A text-mining pipeline to extract identifiers such as European Research Council grant ids in free text. The pipeline mainly consists of two java programs.
- (TODO) Dictionary builder. Given a tsv file, build an MWT-based dictionary.
- Dictionary-based tagger. Given a dictionary, the tagger identifies terms in the dictionary using a Java Finite Automata library.
- Validator. For each identified term, the validator removes an errorneous term using several mechanisms (contextual information, online validation, etc.).
sbt assembly
You need to create a dictionary based on mwt format and format your input documents in xml.
<mwt>
<template><acc db="%1" valmethod="%2" domain="%3" context="%4" wsize="%5">%0</acc></template>
<r p1="$DBNAME" p2="$VALMETHOD" p3="$DOMAIN" p4="$CONTEXT" p5="$WINDOW_SIZE">$PATTERN</r>
</mwt>
- valmethod: noval (no validation), contextOnly (keyword-based constraints), onlne (validation using online validation), onlineWithContext (keyword-based constraints and online validation using online validation.)

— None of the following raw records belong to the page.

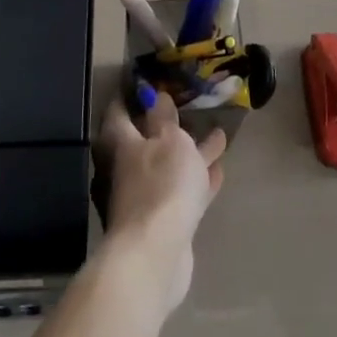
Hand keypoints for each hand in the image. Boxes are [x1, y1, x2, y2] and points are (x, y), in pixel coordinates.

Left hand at [94, 93, 225, 313]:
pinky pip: (179, 191)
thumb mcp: (170, 139)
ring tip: (216, 136)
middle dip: (165, 125)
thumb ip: (164, 116)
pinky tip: (218, 171)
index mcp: (118, 141)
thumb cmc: (160, 184)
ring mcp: (140, 197)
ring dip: (188, 152)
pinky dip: (195, 179)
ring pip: (166, 166)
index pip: (119, 108)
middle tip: (188, 108)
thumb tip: (155, 96)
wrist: (156, 254)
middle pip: (143, 139)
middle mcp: (122, 168)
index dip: (133, 93)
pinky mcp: (159, 221)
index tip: (150, 81)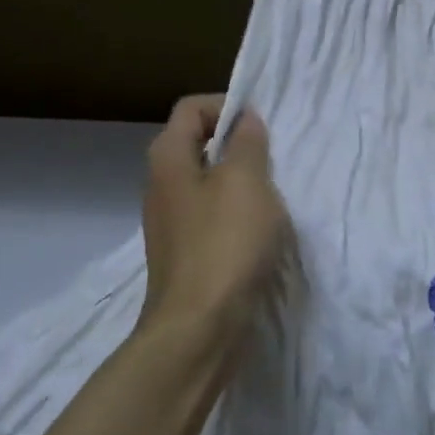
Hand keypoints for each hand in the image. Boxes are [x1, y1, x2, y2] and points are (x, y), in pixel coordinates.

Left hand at [141, 94, 289, 345]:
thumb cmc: (225, 244)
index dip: (226, 105)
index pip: (191, 109)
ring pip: (208, 185)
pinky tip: (261, 234)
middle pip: (198, 145)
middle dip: (237, 145)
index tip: (262, 126)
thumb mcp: (246, 181)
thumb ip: (247, 143)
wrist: (200, 329)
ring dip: (241, 184)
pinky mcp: (186, 255)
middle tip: (273, 160)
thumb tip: (244, 120)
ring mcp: (171, 224)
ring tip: (273, 197)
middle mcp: (161, 186)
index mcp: (168, 159)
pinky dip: (236, 217)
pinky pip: (212, 219)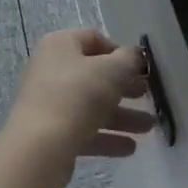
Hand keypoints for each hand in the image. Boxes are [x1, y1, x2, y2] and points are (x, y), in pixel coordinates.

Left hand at [3, 27, 155, 170]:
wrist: (39, 148)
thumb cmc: (77, 96)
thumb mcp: (112, 71)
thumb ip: (129, 59)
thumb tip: (135, 55)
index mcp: (61, 45)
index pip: (94, 39)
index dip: (121, 52)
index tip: (141, 68)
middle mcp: (51, 69)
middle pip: (94, 74)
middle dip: (125, 87)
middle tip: (148, 96)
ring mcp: (49, 102)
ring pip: (91, 105)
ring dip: (122, 115)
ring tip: (148, 127)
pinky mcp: (50, 132)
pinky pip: (83, 129)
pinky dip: (106, 136)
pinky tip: (130, 147)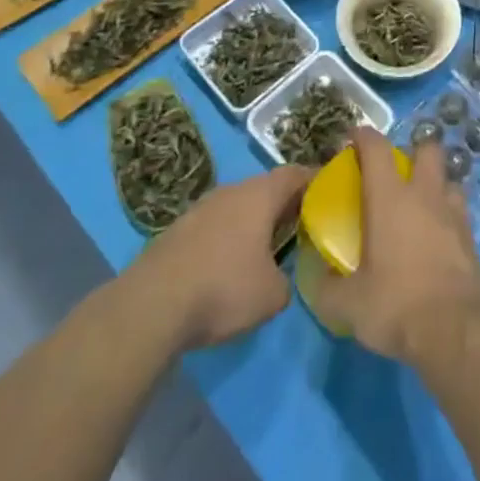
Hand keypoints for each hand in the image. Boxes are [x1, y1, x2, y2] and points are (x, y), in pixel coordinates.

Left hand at [127, 164, 310, 350]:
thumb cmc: (222, 289)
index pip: (296, 173)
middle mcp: (233, 190)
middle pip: (266, 188)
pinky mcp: (177, 230)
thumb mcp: (272, 295)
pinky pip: (214, 225)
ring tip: (263, 248)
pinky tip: (225, 266)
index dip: (315, 181)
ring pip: (238, 206)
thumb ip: (288, 280)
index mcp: (261, 194)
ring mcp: (201, 207)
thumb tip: (282, 278)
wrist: (151, 306)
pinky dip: (227, 237)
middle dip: (283, 204)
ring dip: (252, 221)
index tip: (329, 194)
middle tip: (300, 225)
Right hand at [312, 127, 479, 364]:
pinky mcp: (471, 235)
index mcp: (390, 198)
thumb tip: (316, 277)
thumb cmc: (397, 304)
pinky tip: (437, 237)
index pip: (376, 148)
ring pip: (448, 178)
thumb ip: (326, 288)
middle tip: (396, 174)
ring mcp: (453, 211)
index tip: (352, 138)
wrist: (457, 327)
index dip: (363, 136)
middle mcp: (424, 194)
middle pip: (427, 149)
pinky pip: (459, 211)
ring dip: (435, 184)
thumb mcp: (348, 305)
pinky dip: (447, 215)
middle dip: (413, 152)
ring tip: (420, 206)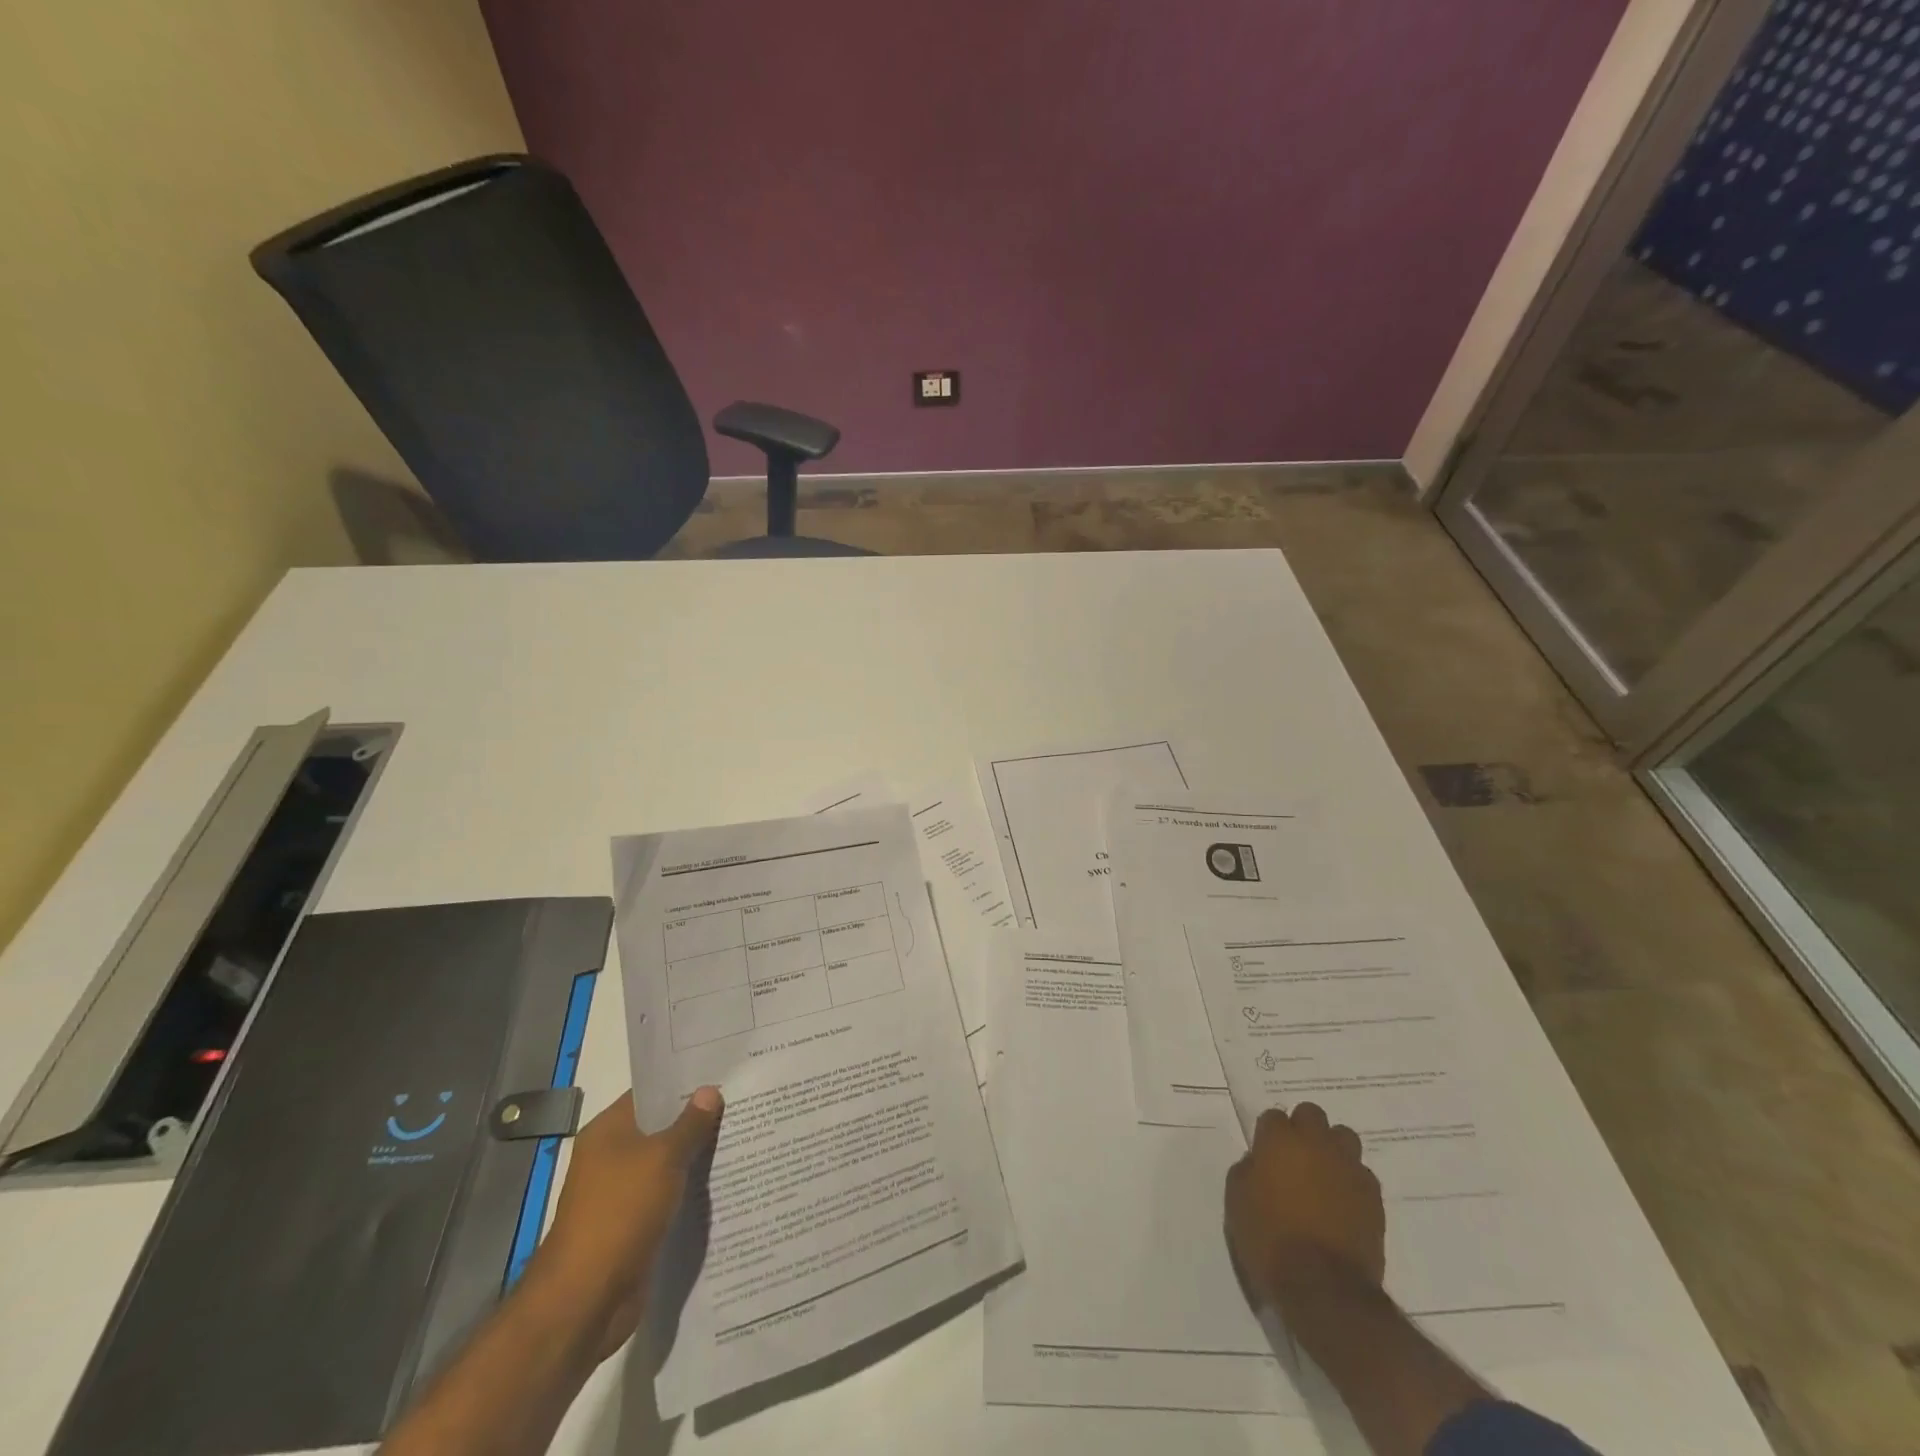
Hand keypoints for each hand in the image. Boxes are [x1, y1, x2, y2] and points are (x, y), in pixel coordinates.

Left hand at [535, 1086, 722, 1359]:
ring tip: (742, 1133)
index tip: (721, 1070)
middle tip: (741, 1099)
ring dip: (697, 1154)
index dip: (683, 1081)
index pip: (650, 1093)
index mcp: (608, 1131)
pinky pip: (669, 1193)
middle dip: (697, 1117)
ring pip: (667, 1162)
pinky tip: (725, 1178)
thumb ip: (690, 1124)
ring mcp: (622, 1192)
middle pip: (661, 1126)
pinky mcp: (635, 1223)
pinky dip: (691, 1187)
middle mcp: (612, 1156)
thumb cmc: (620, 1212)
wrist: (587, 1298)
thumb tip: (710, 1090)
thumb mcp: (662, 1159)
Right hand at [1224, 1101, 1383, 1310]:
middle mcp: (1316, 1143)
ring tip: (1323, 1174)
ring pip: (1344, 1137)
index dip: (1268, 1135)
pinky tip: (1342, 1202)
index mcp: (1280, 1140)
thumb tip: (1258, 1163)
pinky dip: (1351, 1180)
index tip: (1265, 1155)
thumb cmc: (1269, 1240)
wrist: (1324, 1289)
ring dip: (1332, 1148)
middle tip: (1295, 1157)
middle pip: (1312, 1114)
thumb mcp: (1237, 1202)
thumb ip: (1246, 1171)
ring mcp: (1348, 1168)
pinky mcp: (1373, 1197)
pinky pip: (1362, 1173)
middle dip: (1303, 1129)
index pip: (1273, 1116)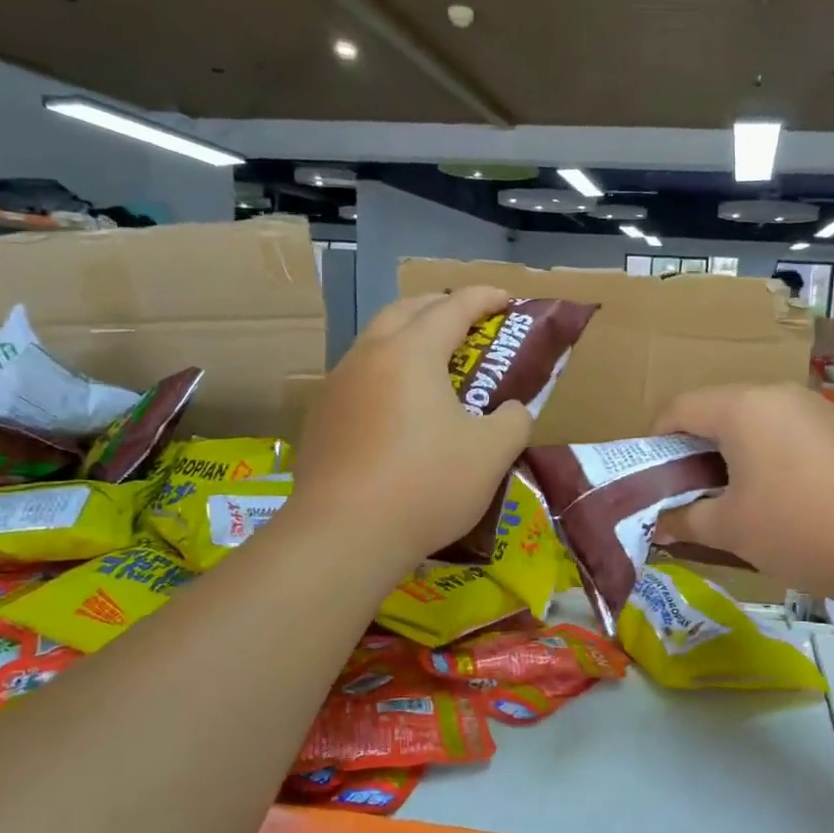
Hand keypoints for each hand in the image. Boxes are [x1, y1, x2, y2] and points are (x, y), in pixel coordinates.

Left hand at [290, 287, 531, 568]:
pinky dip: (386, 375)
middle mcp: (369, 356)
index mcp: (412, 352)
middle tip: (468, 322)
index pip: (452, 307)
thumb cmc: (427, 483)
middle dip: (439, 306)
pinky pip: (359, 378)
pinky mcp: (320, 419)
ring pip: (375, 343)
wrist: (344, 535)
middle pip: (405, 311)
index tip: (507, 298)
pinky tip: (398, 410)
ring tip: (433, 364)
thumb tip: (509, 411)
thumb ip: (512, 420)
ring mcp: (337, 386)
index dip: (484, 297)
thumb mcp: (492, 453)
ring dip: (407, 339)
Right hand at [654, 382, 833, 607]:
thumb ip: (686, 519)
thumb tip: (659, 525)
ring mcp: (818, 409)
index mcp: (743, 406)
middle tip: (689, 491)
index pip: (680, 407)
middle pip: (719, 410)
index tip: (650, 476)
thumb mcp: (732, 528)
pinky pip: (790, 432)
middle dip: (695, 448)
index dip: (655, 439)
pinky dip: (769, 455)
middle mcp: (779, 394)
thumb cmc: (799, 528)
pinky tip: (780, 496)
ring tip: (733, 497)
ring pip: (756, 421)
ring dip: (733, 452)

- domain: one of domain identifier mentioned in https://www.ebi.ac.uk/ebisearch/overview.ebi
- context: a list of keywords
- wsize: the size of window on the left side of a matched term
- from owl
- (TODO) from tsv
- (TODO) from identifiers.org
The pipeline takes sentences as input. Those sentences have to be formatted as follows>
<article>
<text>
<SENT sid="0" pm="."><plain>$FIRST_SENTENCE</plain></SENT>
<SENT sid="1" pm="."><plain>$SECOND_SENTENCE</plain></SENT>
</text>
</article>
sbt testERC
or
cat test/ercfunds.txt | \
java -cp lib/monq-1.7.1.jar monq.programs.DictFilter -t elem -e plain -ie UTF-8 -oe UTF-8 automata/grants150714.mwt | \
java -cp target/scala-2.10/europepmc-identifier-extractor-assembly-0.1-SNAPSHOT.jar ukpmc.ValidateAccessionNumber -stdpipe
sbt testAcc
or
cat test/accnums.txt | \
java -cp lib/monq-1.7.1.jar monq.programs.DictFilter -t elem -e plain -ie UTF-8 -oe UTF-8 automata/acc150612.mwt | \
java -cp target/scala-2.10/europepmc-identifier-extractor-assembly-0.1-SNAPSHOT.jar ukpmc.ValidateAccessionNumber -stdpipe
java -cp lib/monq-1.7.1.jar monq.programs.DictFilter -t elem -e plain -ie UTF-8 -oe UTF-8 automata/acc150612.mwt -p 3333 &
java -cp target/scala-2.10/europepmc-identifier-extractor-assembly-0.1-SNAPSHOT.jar ukpmc.ValidateAccessionNumber &
echo "<SENT><plain>pdb 1aj9</plain></SENT>" | java -cp lib/monq-1.7.1.jar monq.programs.DistFilter -c . 'host=localhost;port=3333' 'host=localhost;port=7811'
- to implement ! for negation.
- sbt plugin for plug and play.
- to build a container.
- to run as container (e.g., Docker)
- to nun on AWS
This work was supported by European Research Council (H2020 ERC-EuropePMC-2-2014 637529).